A Light Shines in Harlem: New York’s First Charter School and the Movement It Led: Mary C. Bounds story about the Sisulu-Walker charter school offers an eye-opening chronicle of how difficult it can be to take one aspect of systemic reform: Launching and sustaining schools that can provide our children with cultures of genius. There is plenty to learn from the steps (and missteps) financier-turned-educator Steve Klinsky and his teammates (including civil rights activist Wyatt Tee Walker) made when they took the arduous step of launching the Big Apple’s first charter school. This includes the importance of being passionate about building schools fit for the futures of children, as well as the willingness to change direction (in the form of moving away from Sisulu-Walker’s initial use of the low-quality Direct Instruction approach to teaching) when it is clear it won’t work. Particularly for Parent Power activists looking to launch their own schools and take over failing operations, this is a book they should read.
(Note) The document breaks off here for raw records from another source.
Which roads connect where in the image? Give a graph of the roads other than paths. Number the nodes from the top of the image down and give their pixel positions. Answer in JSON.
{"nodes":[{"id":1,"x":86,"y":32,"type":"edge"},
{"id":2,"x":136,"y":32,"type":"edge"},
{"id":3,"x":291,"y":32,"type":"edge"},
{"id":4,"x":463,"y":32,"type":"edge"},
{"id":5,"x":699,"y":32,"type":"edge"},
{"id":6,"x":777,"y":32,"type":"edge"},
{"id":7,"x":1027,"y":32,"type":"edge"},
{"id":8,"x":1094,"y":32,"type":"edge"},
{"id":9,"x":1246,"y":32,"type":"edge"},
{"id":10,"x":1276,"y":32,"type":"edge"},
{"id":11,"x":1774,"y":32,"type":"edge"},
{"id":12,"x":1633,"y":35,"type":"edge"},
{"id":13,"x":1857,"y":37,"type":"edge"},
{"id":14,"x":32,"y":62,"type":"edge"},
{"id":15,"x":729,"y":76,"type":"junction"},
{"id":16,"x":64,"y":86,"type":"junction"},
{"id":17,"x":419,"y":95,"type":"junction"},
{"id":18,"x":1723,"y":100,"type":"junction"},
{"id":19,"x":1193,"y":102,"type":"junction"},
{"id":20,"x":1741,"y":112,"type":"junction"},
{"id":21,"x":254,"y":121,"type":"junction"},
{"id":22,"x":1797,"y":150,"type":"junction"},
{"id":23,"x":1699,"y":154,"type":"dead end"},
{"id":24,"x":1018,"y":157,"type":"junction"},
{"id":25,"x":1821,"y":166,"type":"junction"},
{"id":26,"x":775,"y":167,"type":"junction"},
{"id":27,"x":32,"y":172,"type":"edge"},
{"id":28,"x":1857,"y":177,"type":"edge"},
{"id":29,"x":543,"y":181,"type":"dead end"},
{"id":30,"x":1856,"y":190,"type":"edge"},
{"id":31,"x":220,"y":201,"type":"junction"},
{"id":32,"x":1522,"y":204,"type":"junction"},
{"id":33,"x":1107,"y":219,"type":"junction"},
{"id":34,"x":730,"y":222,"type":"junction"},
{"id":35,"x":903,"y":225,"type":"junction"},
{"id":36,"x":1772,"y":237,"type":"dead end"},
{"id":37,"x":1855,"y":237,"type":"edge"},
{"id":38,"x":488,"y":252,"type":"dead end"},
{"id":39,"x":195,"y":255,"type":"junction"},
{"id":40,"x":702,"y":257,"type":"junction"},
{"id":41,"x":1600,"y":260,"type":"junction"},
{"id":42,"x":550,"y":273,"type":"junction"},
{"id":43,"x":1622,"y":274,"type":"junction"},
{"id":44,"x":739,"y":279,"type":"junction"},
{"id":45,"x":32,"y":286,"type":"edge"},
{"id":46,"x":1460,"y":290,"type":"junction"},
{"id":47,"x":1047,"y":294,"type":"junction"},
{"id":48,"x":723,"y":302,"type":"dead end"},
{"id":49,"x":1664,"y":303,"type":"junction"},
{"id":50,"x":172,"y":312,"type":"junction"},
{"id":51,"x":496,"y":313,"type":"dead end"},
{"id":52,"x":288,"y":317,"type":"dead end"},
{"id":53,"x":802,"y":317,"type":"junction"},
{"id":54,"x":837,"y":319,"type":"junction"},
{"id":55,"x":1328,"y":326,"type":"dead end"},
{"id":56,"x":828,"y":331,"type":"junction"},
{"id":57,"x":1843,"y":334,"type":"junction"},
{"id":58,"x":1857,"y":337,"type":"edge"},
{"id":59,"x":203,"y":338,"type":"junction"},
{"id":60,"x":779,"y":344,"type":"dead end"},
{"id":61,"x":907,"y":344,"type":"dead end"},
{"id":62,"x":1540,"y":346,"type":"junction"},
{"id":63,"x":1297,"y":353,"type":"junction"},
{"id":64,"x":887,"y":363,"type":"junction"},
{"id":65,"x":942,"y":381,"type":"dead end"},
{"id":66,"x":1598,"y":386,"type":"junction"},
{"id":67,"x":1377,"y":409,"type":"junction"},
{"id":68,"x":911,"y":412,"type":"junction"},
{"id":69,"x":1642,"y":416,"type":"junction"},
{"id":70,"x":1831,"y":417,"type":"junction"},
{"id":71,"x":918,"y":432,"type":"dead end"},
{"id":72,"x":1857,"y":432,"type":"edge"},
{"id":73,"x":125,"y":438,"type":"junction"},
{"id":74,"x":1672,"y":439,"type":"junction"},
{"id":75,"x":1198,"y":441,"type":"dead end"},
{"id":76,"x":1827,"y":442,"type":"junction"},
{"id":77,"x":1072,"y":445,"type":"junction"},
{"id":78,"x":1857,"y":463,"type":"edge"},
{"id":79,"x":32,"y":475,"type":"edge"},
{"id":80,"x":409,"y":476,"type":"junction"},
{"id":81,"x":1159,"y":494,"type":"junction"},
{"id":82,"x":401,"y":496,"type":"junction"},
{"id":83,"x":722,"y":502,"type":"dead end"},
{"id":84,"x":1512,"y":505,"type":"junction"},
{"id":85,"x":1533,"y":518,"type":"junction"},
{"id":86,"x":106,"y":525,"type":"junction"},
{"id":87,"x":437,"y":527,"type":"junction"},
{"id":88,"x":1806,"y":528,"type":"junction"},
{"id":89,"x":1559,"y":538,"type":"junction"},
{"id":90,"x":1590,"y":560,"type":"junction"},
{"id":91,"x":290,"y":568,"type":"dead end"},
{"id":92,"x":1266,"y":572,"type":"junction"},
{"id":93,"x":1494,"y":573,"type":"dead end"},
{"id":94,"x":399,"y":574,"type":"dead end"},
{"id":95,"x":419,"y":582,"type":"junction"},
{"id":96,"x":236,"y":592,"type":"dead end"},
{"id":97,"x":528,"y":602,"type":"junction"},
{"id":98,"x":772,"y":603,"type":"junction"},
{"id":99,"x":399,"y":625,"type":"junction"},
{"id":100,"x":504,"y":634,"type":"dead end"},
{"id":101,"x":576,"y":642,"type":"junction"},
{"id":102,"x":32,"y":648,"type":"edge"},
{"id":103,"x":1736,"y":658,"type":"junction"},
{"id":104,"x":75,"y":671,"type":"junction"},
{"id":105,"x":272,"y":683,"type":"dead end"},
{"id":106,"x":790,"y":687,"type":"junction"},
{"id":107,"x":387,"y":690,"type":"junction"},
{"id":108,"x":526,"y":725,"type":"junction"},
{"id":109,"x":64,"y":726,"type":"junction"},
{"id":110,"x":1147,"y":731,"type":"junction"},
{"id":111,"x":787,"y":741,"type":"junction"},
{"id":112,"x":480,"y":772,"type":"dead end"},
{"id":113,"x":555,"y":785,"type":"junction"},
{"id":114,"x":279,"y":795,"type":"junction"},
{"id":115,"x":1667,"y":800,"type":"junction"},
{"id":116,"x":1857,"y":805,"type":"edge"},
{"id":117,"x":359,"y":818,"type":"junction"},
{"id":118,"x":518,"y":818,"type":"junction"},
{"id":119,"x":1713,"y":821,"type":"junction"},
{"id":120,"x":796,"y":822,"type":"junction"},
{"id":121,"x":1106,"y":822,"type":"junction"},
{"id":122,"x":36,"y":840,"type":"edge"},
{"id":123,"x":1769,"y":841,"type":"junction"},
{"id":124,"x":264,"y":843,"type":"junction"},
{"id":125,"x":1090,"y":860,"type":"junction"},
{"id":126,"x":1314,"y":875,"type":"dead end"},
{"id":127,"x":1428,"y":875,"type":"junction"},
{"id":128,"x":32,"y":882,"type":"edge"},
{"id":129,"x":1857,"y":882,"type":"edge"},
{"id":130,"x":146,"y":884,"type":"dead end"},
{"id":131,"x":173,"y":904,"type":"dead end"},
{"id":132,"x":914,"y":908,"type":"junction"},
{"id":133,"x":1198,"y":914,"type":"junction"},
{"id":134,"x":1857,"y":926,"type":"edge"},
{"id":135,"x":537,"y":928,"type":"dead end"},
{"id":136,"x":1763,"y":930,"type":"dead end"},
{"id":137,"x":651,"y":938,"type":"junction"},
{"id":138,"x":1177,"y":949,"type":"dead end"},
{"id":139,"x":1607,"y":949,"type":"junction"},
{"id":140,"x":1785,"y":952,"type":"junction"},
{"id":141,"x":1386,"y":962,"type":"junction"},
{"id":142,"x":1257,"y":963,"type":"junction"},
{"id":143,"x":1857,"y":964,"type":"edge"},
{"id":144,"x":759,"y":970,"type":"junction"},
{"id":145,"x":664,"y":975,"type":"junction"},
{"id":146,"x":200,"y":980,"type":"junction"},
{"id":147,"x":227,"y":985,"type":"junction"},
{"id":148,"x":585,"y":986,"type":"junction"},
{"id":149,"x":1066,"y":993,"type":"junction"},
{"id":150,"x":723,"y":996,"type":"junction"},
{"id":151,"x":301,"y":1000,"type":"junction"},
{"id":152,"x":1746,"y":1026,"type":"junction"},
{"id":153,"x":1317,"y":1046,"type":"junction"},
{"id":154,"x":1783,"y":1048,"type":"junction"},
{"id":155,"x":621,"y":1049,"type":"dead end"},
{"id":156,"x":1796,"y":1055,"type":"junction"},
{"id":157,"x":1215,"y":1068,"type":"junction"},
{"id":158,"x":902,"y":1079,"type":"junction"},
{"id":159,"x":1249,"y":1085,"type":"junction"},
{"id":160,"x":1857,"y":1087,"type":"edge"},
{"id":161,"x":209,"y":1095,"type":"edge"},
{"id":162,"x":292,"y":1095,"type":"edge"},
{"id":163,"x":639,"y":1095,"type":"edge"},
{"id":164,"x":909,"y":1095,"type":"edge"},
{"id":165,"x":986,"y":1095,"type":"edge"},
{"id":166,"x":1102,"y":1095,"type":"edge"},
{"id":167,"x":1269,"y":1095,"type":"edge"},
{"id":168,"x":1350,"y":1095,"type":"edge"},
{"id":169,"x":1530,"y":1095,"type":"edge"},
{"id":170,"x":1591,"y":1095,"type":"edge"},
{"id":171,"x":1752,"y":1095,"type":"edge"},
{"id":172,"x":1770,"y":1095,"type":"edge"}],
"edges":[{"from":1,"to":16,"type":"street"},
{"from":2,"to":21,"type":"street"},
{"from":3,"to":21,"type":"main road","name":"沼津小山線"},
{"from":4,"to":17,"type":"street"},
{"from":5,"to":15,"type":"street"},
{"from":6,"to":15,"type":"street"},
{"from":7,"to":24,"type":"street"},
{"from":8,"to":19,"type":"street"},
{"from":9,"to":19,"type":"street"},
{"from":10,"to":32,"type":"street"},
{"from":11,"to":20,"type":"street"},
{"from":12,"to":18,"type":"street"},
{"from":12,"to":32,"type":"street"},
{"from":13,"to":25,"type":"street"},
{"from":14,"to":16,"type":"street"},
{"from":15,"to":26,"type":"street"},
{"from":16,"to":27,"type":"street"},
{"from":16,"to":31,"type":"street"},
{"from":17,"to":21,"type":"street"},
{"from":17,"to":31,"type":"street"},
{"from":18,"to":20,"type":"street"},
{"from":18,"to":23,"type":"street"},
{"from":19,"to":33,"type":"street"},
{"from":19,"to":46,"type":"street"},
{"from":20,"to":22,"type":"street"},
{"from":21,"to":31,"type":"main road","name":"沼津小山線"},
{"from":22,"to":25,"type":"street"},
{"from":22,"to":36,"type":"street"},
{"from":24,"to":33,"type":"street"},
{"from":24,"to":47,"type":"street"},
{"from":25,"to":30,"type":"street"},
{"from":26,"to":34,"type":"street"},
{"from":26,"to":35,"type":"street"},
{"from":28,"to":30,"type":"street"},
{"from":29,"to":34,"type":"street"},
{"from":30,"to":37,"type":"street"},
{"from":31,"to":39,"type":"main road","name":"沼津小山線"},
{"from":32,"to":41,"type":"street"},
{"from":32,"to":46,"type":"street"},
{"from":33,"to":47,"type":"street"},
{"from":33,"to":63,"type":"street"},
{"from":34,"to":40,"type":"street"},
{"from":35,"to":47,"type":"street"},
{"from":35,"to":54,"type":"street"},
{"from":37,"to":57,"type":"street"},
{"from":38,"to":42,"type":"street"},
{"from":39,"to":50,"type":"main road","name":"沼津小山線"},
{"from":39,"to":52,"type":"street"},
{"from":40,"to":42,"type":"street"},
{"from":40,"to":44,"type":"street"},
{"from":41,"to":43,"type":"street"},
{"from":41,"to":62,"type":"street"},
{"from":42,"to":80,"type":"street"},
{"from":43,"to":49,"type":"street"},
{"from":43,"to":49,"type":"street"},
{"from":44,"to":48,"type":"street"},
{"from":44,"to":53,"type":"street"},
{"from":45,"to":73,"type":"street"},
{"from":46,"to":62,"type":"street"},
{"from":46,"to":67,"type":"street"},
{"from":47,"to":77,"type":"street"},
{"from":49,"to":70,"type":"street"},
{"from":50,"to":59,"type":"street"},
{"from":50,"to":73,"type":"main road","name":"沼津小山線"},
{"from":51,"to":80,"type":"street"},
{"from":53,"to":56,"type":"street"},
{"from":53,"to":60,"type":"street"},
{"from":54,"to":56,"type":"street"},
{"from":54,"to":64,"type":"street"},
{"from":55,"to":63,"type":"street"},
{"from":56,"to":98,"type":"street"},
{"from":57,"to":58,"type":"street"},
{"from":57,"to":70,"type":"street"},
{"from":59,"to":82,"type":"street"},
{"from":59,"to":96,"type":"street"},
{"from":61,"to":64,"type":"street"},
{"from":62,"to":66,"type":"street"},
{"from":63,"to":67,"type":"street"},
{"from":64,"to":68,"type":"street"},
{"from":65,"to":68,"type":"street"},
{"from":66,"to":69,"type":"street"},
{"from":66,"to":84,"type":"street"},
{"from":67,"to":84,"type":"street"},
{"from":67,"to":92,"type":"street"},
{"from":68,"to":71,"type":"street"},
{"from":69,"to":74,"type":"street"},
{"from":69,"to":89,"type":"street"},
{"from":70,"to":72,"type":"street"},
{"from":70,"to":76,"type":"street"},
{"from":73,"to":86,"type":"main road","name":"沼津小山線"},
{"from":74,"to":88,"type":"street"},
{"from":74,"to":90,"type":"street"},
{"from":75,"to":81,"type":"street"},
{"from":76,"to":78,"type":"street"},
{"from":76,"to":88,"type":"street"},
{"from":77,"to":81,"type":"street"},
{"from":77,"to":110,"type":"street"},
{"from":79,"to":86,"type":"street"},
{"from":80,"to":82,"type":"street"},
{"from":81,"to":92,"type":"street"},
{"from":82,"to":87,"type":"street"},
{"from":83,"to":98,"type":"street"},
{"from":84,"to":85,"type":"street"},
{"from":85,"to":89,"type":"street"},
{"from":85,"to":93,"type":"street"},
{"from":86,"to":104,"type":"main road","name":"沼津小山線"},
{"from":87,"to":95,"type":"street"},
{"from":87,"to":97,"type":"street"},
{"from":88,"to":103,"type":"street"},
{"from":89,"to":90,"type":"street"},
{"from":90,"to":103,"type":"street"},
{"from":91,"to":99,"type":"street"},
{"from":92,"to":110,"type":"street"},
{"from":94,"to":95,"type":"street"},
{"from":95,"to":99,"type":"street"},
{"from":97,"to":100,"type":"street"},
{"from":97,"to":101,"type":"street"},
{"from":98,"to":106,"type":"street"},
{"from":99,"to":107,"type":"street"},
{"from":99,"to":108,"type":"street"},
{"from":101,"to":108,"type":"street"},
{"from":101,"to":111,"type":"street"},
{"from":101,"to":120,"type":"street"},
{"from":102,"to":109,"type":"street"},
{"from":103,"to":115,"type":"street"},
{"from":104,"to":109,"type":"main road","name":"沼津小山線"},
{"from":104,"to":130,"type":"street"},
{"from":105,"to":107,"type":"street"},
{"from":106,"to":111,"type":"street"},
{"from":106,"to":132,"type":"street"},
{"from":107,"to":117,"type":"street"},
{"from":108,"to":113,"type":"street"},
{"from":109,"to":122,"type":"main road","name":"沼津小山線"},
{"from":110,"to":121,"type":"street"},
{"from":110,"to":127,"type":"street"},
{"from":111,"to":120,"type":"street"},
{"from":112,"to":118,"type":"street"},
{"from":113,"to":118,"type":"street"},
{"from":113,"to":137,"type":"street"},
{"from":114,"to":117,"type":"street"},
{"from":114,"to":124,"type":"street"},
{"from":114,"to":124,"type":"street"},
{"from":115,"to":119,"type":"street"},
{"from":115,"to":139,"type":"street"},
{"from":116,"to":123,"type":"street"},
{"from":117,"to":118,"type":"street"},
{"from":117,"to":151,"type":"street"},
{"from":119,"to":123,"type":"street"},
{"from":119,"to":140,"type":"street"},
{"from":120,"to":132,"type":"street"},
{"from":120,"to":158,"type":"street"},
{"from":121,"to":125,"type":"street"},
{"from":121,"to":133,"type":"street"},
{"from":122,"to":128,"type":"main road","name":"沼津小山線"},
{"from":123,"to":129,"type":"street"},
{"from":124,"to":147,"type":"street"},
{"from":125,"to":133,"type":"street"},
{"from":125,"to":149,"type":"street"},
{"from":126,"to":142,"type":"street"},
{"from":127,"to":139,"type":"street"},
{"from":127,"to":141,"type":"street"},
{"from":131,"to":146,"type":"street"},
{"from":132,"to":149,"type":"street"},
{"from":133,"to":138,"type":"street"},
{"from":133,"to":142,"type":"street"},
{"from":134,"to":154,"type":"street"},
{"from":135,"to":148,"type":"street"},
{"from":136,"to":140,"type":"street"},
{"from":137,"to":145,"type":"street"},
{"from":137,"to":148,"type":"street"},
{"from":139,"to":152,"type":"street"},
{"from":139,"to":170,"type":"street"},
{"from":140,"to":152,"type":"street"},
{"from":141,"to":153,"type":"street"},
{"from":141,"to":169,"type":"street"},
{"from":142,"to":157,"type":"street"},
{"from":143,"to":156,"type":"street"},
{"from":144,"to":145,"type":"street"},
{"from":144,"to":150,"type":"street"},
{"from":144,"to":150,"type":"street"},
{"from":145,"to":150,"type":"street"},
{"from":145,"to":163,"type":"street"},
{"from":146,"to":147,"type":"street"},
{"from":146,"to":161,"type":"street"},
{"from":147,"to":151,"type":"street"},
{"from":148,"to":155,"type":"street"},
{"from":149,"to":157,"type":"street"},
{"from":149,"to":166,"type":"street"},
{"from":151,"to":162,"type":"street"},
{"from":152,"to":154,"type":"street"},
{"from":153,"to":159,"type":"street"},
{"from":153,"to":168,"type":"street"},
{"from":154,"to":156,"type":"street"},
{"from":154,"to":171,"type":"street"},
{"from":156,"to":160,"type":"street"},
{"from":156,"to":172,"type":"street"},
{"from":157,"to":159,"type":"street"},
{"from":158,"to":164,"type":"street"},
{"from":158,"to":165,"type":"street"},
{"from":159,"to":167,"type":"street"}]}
Building a Better Teacher: How Teaching Works (and How to Teach it to Everyone): Folks such as Brookings Institution’s Tom Loveless have criticized Elizabeth Green’s book as an exercise in edu-tourism. DN Editor RiShawn Biddle offers a far more-substantial critique: That Green’s general disdain for the teacher training efforts of Doug Lemov (whose follow-up to Teach Like a Champion was a Top Eight selection in 2012), especially in dismissing its focus on matters such as classroom management, ignore the reality that it has proven empirically to be superior in effectiveness in improving student achievement than the approach developed by University of Michigan’s Deborah Ball (which Green champions). [Update: Green disagrees with DN’s comments, noting that she doesn’t disdain his approach and arguing that the review didn’t mention aspects of Lemov’s training that he is looking to improve. The editors stand by the assessment.] Yet Green’s book deserves to be on your bookshelf because it is an important chronicle of the struggles reformers and others have had in overhauling how America recruits and trains its teachers. Just as importantly, Green’s book is also a clarion call for bringing greater attention to developing alternative teacher training programs as well as reforming the nation’s low-quality ed schools.
As always, there are a number of books that are deserve praise, but didn’t make the cut. This Next Eight includes On the Rocketship, Richard Whitmire’s profile of the blended-learning charter school operator; The Bill of the Century, New York Times editorialist Clay Risen’s narrative on the politicking that led to the passage of the Civil Rights Act of 1964; Slavery by Another Name, Douglas A. Blackmon’s account of how Jim Crow segregationists and companies teamed up to use criminal codes to put blacks into virtual slavery; Jonathan Darman’s LBJ and Ronald Reagan at the Dawn of a New America, which details how the 1964 election season sowed the seeds of destruction and success for two legendary politicians; British politico Boris Johnson’s The Churchill Factor, which profiles the legendary statesman’s leadership long-ranging impact on world affairs; Unreasonable Men, Michael Wolraich’s chronicle of how tensions between Theodore Roosevelt and Robert La Follette led to the rise — and fall — of early 20th-century progressive politics; Teachers Versus the Public by Paul Peterson, Michael Henderson, and Martin West, which focuses on the divergent views of teachers and the people who pay their salaries; and Putting Education to Work, Mega Sweas’ profile of the Cristo Rey collection of Catholic schools.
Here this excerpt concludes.